Nate Robinson, Doc Rivers and a quick confidence booster
Nate Robinson wasn’t exactly killing it. Almost as soon as he stepped on the court, he had already fouled a jump shooter and then picked up a technical foul. I sat there on my couch, screaming my head off and cursing Robinson. The technical foul wasn’t at all deserved, but that didn’t stop me. “Why stop at one tech?” I begged the referee. “Give him another! Get him the hell out of there!”
A couple minutes later, Robinson left Eddie House wide open to help on Udonis Haslem. House drained the three, prompting Craig Sager to ask Doc Rivers how the Celtics could stop House. “Guard him,” Rivers replied. “It would be nice if somebody guarded him.” And who had left him open to encourage Rivers’s sarcastic response? Umm, Nate.
Not that everything was bad about Nate’s first half. He made one nice drive and dish to Semih Erden, and nailed a couple jumpers too. But his normal assortment of bad decisions still left a lot to be desired. Nate wasn’t playing horribly, but he wasn’t playing what Rivers refers to as “Celtics basketball” either.
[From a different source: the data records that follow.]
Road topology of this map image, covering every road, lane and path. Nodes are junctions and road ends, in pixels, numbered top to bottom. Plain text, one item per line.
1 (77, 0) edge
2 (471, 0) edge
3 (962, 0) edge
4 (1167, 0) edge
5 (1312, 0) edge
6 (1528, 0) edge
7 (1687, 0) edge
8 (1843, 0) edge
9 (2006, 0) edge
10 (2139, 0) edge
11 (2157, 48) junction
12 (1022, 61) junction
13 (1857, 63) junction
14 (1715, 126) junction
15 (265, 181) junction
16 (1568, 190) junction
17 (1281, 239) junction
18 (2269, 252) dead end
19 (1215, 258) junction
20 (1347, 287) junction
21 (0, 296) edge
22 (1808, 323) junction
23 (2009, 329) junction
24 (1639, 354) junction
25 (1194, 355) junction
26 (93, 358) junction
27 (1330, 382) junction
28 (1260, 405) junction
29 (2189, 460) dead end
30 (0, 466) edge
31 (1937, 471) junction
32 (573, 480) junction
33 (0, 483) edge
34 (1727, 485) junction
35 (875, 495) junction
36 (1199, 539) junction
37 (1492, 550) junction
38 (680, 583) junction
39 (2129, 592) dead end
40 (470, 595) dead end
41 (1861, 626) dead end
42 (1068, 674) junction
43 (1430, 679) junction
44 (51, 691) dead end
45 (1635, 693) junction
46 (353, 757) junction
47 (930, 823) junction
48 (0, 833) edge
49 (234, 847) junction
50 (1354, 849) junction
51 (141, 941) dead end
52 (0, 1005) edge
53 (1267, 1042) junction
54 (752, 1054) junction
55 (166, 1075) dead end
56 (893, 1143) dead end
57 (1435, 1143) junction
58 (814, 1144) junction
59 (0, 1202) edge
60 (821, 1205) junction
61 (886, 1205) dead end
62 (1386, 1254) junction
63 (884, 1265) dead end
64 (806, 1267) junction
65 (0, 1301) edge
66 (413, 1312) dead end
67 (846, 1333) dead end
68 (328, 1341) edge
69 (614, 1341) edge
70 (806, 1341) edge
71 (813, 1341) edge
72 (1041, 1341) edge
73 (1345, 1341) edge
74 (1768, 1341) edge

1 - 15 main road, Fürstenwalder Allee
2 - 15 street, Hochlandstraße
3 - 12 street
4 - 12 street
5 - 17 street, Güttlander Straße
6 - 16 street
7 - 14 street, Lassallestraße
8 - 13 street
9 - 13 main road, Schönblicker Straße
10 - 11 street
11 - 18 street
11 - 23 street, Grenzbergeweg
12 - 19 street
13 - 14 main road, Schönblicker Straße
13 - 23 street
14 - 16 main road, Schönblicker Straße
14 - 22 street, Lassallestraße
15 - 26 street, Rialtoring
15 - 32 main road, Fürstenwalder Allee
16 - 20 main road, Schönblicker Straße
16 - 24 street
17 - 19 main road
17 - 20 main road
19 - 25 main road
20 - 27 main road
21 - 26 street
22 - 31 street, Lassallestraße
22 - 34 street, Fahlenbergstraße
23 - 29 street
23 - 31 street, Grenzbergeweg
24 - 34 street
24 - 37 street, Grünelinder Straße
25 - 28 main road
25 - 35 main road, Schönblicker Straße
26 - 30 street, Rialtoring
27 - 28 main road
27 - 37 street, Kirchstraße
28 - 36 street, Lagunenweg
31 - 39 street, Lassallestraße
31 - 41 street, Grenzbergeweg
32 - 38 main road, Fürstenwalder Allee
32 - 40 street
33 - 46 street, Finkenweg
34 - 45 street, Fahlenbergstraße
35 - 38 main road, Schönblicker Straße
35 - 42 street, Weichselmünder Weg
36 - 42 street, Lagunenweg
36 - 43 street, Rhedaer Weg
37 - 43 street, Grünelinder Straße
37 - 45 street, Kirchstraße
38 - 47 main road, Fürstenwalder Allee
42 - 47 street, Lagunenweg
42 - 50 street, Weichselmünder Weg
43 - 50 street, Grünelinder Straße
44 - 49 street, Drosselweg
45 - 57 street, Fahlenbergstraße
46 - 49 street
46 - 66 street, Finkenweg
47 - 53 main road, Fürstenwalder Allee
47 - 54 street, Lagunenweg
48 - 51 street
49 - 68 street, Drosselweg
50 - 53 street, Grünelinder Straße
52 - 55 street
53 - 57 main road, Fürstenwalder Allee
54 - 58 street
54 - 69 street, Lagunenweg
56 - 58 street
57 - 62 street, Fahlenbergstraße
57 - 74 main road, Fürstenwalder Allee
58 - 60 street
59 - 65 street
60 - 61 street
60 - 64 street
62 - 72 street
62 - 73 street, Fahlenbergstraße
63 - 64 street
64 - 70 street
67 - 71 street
The way Doc told it to the Boston Globe, it sounds as if Nate wanted to apologize for his blunders.
“Nate at half came up to me and wanted to talk,” Rivers said. “I said, ‘Look, I’m done now. It’s what you do for the second half. We’re going to move on and you’re going to play for us.’”
Rivers’s reaction reminded me of something my grandfather used to say when something bad happened: “Next play.” In other words, you can’t worry about anything that happened in the past. Let it go and move on. Rivers might as well have told Nate, “You haven’t been great so far this year. So what? We still trust you.”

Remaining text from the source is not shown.